2019年10月19日(土)

台風19号、JR水戸 水郡線鉄橋復旧に1年超 西金-常陸大子除き 11月1日再開

台風19号の影響でJR水郡線袋田-常陸大子間の久慈川に架かる鉄橋が流失した問題で、JR東日本水戸支社の雨宮慎吾支社長は18日の定例会見で、「これだけ崩落すると(復旧に要する期間は)数カ月でなく年単位」と述べ、少なくとも1年以上かかるとの見通しを明らかにした。運休している常陸大宮-安積永盛間のうち、西金-常陸大子を除く区間は11月1日の始発から運転を再開する予定。水戸-西金間と常陸大子-郡山間で折り返し運転となり、不通の西金-常陸大子間はバスで代行輸送する。

久慈川の増水で流失した第6久慈川橋梁(きょうりょう)(大子町久野瀬)は、全長約137・8メートル、幅約3・8メートルで、1926年に完成。同支社によると、2年に1度検査しており、昨年2月の時点では異常はなかったといい、「老朽化が原因とは考えていない」としている。

久慈川の水位は約7メートル上昇し、橋桁に濁流が到達。7連の鉄製橋桁が全て落下し、コンクリート製の橋脚6基のうち3基が流失、1基が転倒した。橋桁は約110メートル下流まで押し流された。

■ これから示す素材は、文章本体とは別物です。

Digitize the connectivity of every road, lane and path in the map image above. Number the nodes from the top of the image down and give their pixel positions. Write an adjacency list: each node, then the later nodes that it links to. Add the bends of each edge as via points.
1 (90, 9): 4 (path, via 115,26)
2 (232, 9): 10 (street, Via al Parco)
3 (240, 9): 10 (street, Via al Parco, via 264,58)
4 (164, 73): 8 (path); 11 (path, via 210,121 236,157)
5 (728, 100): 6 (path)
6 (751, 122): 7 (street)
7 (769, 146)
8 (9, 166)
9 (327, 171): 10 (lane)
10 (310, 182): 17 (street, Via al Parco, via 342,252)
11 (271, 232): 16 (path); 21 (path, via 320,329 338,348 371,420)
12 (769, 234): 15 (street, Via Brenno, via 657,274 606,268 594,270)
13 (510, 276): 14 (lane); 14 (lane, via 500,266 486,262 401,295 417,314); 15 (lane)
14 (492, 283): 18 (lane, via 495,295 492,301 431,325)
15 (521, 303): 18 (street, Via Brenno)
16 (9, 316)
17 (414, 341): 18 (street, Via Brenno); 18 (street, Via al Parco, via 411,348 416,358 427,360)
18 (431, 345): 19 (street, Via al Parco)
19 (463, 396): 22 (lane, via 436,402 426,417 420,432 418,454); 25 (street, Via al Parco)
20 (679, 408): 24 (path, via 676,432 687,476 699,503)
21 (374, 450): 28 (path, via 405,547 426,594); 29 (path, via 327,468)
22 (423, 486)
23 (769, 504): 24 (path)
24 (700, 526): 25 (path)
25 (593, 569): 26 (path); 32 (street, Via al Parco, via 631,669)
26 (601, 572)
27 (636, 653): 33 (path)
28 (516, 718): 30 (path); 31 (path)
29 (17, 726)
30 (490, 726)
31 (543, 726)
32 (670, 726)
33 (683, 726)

同支社は17日、橋桁や橋脚の撤去に向けて準備工事に着手。今後、鉄橋の復旧を目指し調査や工法の検討に入る。復旧費用はJR東が負担するが、仮に川幅を広げるなど河川改修を伴う場合、河川管理者の県と調整が必要になるという。

常陸大宮-西金間は信号通信などの電気系統、常陸大子-安積永盛間は盛り土2カ所がそれぞれ被災したが、18日までに復旧の見通しが立った。不通区間のうち、西金-袋田間は大きな被害はなかったが、袋田駅に列車の折り返し設備がないため運行を見送る。

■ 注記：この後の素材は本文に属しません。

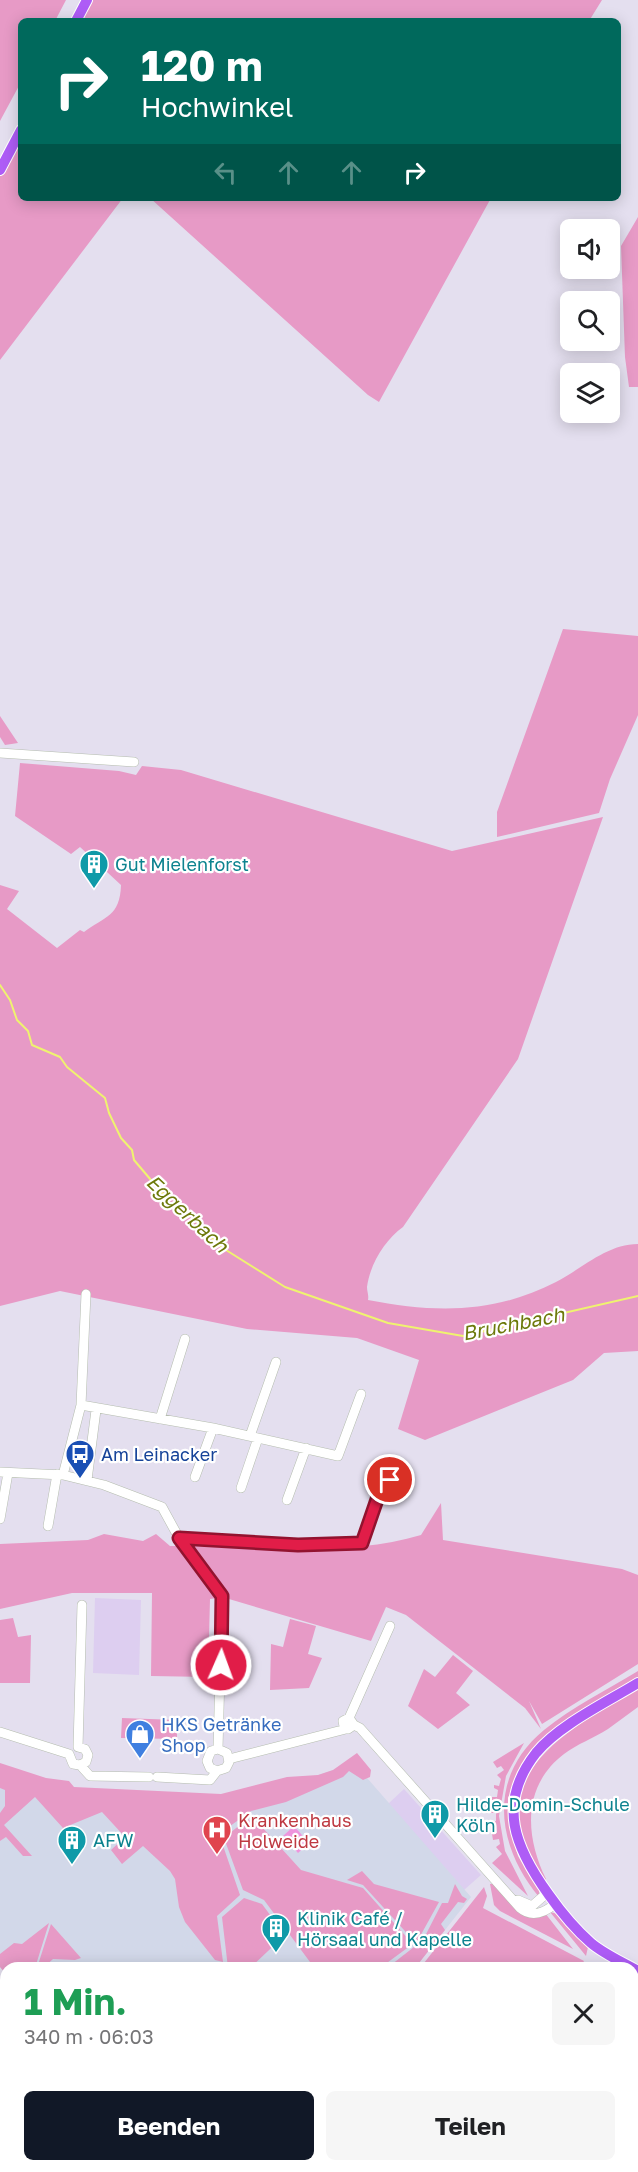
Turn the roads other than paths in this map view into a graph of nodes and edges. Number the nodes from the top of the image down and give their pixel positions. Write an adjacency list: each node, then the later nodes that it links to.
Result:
1 (87, 0): 2 (main road)
2 (78, 18)
3 (18, 136): 4 (main road)
4 (0, 170)
5 (0, 753): 6 (street)
6 (134, 762)
7 (86, 1294): 11 (street)
8 (186, 1339): 13 (street)
9 (276, 1362): 15 (street)
10 (361, 1394): 16 (street)
11 (81, 1405): 12 (street); 18 (street)
12 (96, 1410): 13 (street); 20 (street)
13 (160, 1419): 14 (street)
14 (213, 1428): 15 (street); 19 (street)
15 (254, 1437): 16 (street); 21 (street)
16 (306, 1448): 23 (street)
17 (4, 1473): 18 (street); 24 (street)
18 (60, 1475): 20 (street); 25 (street)
19 (195, 1477)
20 (87, 1480): 26 (street)
21 (241, 1488)
22 (381, 1491): 26 (street)
23 (287, 1500)
24 (0, 1519)
25 (48, 1526)
26 (179, 1538): 33 (street)
27 (82, 1605): 32 (street)
28 (390, 1626): 30 (street)
29 (638, 1683): 39 (main road)
30 (350, 1724): 35 (street); 38 (street)
31 (0, 1732): 34 (street)
32 (78, 1747): 34 (street); 36 (street)
33 (218, 1749): 35 (street); 37 (street)
34 (69, 1754): 36 (street)
35 (230, 1759): 37 (street)
36 (80, 1766): 37 (street)
37 (217, 1771)
38 (503, 1889): 39 (street); 40 (street)
39 (547, 1893): 40 (main road)
40 (555, 1904): 41 (main road)
41 (623, 1962)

バスによる代替輸送は16日から常陸大宮-常陸大子間で朝夜2本ずつ、上下各4本を運行。11月1日以降は西金-常陸大子間で運行する計画だが、便数は未定。同支社は「毎日しっかりと便数を確保できるようバス会社と調整している」としている。

被災したローカル線の復旧は長期間を要する例もある。福島、新潟両県を走るJR只見線は2011年7月の豪雨で橋桁が被災し、会津川口-只見間が不通になった。復旧補助制度を拡充した改正鉄道軌道整備法成立に伴い、昨年6月に復旧工事に着工。21年度中の運行再開を目指している。復旧費用は約81億円で、国や県、沿線の市町村が3分の2、JRが3分の1を負担。不通区間では現在まで約8年間、代行バスの運行が続いている。(長洲光司)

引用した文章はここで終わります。